** Mountain Folk and Log Cabins Ping List **
If I lived there, that would make great day trip outings.
Please add me to your ping list! I enjoy these old things.
Beautiful! Simply beautiful!!!
Nice layout.
Thanks...while looking at the cabins thought about my ancestor, Isaac White 1752-1819, who was also given land for service in the Revolutionary war. His land was in Washington County (then NC, now TN). I could imagine his family in one of those cabins and the life they led.
Thanks, again.
The ‘collection’ is incomplete at best. There are two examples down on Crouch Road in Washington County which date to the 1800’s, one to 1843 and the other was moved to the current sight in the early 1950’s to prevent it being covered by the new ‘Boone Lake’. I grew up in that log house.
Bert, did you save pix of those two log structures near the picnic grounds? You might find this thread of interest.
Wow. I now know that my home would be considered a “dogtrot” house. Fascinating.
Please add me to your list.
Thanks for posting this.
A few years ago the boyfriend and I purchased some Nikon cameras and went on a quest in Middle TN to find cool Barns and log cabins to photograph. I’ve got one of those photos of a beautiful, rustic log cabin displayed on my office wall.
Thanks for the post. Middle and Eastern Tennessee are beautiful places to live or visit.
"Backcountry" as a destination is a conceptually shifting thing over time. My (and your) part of NC was backcountry when it was thinly settled, and you can track settlement by references to backcountry over time, continually shifting westward. "Backcountry" as a geopolitical consideration was and is those lands where those religious groups outside State-established churches felt safe, the Baptists, Presbyterians, Quakers, Moravians, Amish, Mennonites and etcetera.
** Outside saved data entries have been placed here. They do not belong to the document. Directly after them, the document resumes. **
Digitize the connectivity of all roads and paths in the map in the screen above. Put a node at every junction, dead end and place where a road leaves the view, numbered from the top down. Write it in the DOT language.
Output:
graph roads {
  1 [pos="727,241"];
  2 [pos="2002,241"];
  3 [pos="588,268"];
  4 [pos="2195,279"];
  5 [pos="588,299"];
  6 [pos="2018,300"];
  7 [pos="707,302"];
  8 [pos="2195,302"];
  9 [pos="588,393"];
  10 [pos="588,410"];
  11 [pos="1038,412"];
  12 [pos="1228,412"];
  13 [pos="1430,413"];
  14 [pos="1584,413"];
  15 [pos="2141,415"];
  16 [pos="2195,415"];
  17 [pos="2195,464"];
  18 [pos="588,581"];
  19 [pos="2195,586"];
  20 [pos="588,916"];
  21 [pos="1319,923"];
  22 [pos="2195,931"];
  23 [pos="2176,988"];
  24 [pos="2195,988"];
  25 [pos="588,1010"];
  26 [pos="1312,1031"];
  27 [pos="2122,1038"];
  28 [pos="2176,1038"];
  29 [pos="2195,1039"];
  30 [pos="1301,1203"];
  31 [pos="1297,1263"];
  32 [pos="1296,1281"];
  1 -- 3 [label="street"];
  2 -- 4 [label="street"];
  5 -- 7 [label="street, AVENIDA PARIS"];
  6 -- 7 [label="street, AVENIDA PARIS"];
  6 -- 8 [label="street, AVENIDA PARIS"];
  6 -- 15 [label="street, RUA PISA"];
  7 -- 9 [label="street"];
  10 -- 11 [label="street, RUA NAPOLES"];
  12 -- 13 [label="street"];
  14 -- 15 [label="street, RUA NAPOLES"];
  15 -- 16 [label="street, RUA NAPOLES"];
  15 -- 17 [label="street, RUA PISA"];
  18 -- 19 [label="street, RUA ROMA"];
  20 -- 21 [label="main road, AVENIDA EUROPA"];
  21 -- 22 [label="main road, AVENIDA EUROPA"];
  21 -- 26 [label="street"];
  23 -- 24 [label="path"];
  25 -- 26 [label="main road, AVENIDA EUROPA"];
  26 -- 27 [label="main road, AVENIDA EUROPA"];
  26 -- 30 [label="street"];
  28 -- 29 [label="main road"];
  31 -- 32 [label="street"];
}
The footprint of the backcountry forms the core of political conservatism in the United States today, stretching from central Pennsylvania all the way down the Blue Ridge into Alabama, with even most far western enclaves of conservatism in the Rockies tracing their origin to this region.
You've likely never heard of most of my people who went over the mountain way back when, but Landon Carter was my fifth great grandfather. He's a well-known figure in Tennessee history, and in the history of the State of Franklin, in the Revolutionary War battle of King's Mountain and even the Wautauga Settlement. The Carter "mansion" (well, by the standard of the times it was) in Elizabethton, TN is still standing, and at it's heart is a humble log cabin built when that location was NC, decades before TN statehood.
He and his father John did far more good than not for that State, so I assume they've been forgiven for a little early creativity in the land office, lol.
I love log cabins! In about 1950 I had the pleasure of visiting the dog trot log cabin in deep east Texas build by my ancestors in about 1830. Shortly after that, my uncle who owned it died and the property was sold. I know about where it was located but I have no idea what happened to it.
Wonderful post, as always. Those are some beautiful structures. The few that sit on their original sites I find to be especially compelling. It’s like they’re part of the natural landscape.
Lots of surviving log cabins in Ohio too.
I can think of 7 just in the area I grew up in.
3 cabins for rent here http://www.millcreekmetroparks.com/RentaFacility/IndoorFacilities/OldLogCabin/tabid/1852/Default.aspx
Daddy never would admit the family was from west virginia ☺
nearly all Tennesseans were descended from 2/3/4th sons of Cavalier gentry or yeoman from same gene pool or Scots-Irish.
that is the South
throw in some Hugenots for good measure
At first I thought this was about gay Republicans.